§ **Brief**: Report, in full, each line of the material below in which the string "main" occurs.

*** Exercise data

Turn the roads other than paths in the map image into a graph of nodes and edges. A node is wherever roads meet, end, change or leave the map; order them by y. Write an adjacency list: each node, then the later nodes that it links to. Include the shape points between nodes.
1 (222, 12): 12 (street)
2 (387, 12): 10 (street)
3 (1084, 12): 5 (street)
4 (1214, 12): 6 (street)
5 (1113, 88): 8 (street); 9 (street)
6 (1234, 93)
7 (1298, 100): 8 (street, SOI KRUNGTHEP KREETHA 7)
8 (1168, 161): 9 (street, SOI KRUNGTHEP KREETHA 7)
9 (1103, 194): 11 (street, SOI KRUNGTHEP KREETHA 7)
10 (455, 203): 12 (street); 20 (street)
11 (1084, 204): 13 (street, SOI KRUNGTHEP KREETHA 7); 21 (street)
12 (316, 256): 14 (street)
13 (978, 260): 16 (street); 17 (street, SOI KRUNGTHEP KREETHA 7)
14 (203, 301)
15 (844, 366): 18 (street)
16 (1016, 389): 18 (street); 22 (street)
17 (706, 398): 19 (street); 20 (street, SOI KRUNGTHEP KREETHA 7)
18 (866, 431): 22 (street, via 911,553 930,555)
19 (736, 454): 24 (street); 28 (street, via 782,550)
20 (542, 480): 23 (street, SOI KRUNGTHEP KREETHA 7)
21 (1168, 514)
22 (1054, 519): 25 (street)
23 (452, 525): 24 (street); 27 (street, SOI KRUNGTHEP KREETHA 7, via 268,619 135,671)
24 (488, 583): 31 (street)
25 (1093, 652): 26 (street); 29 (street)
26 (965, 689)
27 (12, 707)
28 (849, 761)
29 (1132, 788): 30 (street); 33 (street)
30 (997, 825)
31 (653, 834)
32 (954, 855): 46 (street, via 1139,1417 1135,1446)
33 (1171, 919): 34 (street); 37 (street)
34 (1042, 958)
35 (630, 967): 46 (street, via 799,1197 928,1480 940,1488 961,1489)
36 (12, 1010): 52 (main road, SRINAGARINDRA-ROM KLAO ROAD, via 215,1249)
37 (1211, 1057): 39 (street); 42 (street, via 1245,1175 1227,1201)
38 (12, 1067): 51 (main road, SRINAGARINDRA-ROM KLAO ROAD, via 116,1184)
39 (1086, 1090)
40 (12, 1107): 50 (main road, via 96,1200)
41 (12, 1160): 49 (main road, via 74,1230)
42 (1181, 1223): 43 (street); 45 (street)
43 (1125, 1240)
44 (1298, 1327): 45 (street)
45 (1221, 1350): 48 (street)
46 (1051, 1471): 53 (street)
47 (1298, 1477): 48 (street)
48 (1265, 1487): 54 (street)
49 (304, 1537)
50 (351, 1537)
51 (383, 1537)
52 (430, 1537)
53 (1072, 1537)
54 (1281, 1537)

******

§ **Answer section**:
36 (12, 1010): 52 (main road, SRINAGARINDRA-ROM KLAO ROAD, via 215,1249)
38 (12, 1067): 51 (main road, SRINAGARINDRA-ROM KLAO ROAD, via 116,1184)
40 (12, 1107): 50 (main road, via 96,1200)
41 (12, 1160): 49 (main road, via 74,1230)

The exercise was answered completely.